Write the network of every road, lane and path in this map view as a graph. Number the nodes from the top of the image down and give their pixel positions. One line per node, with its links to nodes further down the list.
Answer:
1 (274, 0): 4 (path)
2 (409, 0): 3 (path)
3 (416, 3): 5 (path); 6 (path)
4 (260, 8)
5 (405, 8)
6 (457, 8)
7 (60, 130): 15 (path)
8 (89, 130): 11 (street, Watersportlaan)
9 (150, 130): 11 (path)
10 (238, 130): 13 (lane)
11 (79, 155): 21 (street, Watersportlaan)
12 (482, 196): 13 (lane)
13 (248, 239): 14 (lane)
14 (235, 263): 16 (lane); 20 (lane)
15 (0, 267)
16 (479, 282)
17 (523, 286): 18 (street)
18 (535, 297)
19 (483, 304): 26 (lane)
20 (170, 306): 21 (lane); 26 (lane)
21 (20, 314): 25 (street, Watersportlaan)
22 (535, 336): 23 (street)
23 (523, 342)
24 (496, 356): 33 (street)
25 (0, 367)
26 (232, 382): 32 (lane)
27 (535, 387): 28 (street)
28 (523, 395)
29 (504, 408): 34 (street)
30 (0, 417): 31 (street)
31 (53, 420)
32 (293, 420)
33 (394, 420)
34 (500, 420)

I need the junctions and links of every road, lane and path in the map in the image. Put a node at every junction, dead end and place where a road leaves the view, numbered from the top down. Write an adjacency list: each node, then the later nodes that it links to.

########################################

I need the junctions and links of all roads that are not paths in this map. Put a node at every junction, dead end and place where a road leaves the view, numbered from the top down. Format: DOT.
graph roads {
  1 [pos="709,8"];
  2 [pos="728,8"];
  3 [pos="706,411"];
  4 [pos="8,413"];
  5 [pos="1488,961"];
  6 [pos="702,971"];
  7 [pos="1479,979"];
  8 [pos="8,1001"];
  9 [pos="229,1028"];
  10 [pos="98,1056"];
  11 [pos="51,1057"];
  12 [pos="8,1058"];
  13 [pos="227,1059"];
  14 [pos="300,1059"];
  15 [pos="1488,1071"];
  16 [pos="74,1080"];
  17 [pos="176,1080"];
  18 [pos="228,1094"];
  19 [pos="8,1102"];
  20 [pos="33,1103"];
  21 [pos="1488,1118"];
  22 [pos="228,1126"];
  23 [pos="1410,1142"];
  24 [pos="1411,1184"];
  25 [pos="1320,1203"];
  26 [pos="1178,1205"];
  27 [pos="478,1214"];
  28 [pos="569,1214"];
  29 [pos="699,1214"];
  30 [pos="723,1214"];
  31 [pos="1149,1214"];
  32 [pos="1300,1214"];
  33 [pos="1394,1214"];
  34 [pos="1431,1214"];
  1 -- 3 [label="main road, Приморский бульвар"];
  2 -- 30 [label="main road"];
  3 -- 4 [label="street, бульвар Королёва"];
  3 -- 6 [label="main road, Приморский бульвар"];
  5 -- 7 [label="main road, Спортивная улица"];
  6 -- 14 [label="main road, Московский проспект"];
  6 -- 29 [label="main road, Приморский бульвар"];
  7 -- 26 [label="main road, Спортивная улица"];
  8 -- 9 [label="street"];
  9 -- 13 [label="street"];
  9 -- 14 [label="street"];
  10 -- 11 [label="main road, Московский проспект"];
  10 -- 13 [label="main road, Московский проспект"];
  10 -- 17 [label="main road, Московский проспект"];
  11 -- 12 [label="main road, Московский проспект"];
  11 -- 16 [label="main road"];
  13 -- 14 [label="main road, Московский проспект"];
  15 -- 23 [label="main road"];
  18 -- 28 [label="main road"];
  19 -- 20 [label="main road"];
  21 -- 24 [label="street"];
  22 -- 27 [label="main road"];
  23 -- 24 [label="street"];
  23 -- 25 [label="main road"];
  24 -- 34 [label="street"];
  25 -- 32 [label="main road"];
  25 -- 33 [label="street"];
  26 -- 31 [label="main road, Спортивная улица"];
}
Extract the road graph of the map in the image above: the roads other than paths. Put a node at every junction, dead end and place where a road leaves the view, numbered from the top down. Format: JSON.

########################################

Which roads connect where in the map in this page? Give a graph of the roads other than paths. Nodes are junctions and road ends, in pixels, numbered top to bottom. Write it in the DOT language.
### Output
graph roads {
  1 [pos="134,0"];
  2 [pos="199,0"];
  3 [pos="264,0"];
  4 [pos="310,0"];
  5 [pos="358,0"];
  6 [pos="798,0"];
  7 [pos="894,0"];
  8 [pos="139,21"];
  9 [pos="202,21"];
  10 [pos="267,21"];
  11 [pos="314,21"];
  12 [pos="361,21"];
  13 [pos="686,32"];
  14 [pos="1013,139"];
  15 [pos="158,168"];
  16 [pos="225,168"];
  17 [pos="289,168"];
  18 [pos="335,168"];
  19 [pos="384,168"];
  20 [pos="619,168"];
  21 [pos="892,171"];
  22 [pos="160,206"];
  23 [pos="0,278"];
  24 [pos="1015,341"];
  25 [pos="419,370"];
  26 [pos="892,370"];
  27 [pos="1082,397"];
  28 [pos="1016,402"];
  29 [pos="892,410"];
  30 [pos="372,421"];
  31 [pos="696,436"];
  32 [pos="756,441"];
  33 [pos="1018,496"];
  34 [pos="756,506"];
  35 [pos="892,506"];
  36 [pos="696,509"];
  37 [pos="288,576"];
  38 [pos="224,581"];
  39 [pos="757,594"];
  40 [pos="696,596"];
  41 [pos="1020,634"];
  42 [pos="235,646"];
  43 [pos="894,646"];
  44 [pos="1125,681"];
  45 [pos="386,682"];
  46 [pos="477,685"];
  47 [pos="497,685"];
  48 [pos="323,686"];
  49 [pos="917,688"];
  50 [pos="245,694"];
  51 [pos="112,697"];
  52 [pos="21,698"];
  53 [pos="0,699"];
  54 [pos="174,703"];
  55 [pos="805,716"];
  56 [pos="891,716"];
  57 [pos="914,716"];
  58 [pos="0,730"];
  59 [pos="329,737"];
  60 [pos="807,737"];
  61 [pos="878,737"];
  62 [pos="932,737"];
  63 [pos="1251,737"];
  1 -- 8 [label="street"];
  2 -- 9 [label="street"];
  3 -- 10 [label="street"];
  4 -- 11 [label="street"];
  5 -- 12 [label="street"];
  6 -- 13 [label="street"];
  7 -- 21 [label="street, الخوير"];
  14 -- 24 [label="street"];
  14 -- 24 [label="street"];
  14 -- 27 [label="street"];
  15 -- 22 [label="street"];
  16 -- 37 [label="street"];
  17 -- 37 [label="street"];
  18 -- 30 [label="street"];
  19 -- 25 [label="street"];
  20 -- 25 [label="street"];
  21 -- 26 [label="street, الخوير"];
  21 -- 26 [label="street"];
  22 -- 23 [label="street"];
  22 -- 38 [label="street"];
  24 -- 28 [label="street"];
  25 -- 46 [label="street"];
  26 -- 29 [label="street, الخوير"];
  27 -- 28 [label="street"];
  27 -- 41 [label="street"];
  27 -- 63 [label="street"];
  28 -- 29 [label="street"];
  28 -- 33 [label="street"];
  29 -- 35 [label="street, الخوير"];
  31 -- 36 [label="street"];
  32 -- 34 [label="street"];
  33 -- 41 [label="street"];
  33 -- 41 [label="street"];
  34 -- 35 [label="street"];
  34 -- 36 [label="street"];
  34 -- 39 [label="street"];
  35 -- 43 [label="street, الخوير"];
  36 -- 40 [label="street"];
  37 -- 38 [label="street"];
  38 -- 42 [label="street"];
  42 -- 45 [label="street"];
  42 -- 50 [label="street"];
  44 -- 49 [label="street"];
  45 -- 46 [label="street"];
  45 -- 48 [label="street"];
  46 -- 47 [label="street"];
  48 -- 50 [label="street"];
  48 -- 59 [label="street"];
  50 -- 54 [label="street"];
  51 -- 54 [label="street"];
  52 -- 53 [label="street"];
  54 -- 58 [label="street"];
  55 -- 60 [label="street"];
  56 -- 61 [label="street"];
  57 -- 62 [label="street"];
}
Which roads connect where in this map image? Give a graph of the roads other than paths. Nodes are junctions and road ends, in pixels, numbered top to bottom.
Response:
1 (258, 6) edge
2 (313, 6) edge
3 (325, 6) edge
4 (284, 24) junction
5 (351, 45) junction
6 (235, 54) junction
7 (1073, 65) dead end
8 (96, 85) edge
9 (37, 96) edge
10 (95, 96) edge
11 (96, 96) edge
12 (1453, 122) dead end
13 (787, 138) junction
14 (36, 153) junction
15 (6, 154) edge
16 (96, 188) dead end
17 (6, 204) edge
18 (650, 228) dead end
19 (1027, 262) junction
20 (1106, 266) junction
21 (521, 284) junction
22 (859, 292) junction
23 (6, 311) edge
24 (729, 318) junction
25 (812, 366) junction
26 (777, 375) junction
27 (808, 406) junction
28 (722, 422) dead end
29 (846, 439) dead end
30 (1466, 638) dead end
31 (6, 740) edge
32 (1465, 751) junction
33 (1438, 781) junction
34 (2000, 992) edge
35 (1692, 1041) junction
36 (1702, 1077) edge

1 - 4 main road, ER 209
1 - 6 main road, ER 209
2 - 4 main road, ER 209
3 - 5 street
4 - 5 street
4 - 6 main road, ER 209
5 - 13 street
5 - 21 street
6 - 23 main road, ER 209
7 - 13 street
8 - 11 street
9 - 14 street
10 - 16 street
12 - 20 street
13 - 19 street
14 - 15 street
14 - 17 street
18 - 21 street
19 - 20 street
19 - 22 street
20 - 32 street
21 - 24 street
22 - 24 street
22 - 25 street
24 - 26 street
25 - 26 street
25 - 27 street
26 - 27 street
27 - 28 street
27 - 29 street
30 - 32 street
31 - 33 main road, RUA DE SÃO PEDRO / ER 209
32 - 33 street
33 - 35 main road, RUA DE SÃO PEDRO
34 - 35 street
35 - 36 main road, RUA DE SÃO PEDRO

########################################

- **PROBLEM TO SOLVE**
Would you retype the lines above from the one with "Write the network" down to the one with "I need the junctions and links of every", word for word, both ends included and no other lines?

- **EXERCISE OUTPUT**
Write the network of every road, lane and path in this map view as a graph. Number the nodes from the top of the image down and give their pixel positions. One line per node, with its links to nodes further down the list.
Answer:
1 (274, 0): 4 (path)
2 (409, 0): 3 (path)
3 (416, 3): 5 (path); 6 (path)
4 (260, 8)
5 (405, 8)
6 (457, 8)
7 (60, 130): 15 (path)
8 (89, 130): 11 (street, Watersportlaan)
9 (150, 130): 11 (path)
10 (238, 130): 13 (lane)
11 (79, 155): 21 (street, Watersportlaan)
12 (482, 196): 13 (lane)
13 (248, 239): 14 (lane)
14 (235, 263): 16 (lane); 20 (lane)
15 (0, 267)
16 (479, 282)
17 (523, 286): 18 (street)
18 (535, 297)
19 (483, 304): 26 (lane)
20 (170, 306): 21 (lane); 26 (lane)
21 (20, 314): 25 (street, Watersportlaan)
22 (535, 336): 23 (street)
23 (523, 342)
24 (496, 356): 33 (street)
25 (0, 367)
26 (232, 382): 32 (lane)
27 (535, 387): 28 (street)
28 (523, 395)
29 (504, 408): 34 (street)
30 (0, 417): 31 (street)
31 (53, 420)
32 (293, 420)
33 (394, 420)
34 (500, 420)

I need the junctions and links of every road, lane and path in the map in the image. Put a node at every junction, dead end and place where a road leaves the view, numbered from the top down. Write an adjacency list: each node, then the later nodes that it links to.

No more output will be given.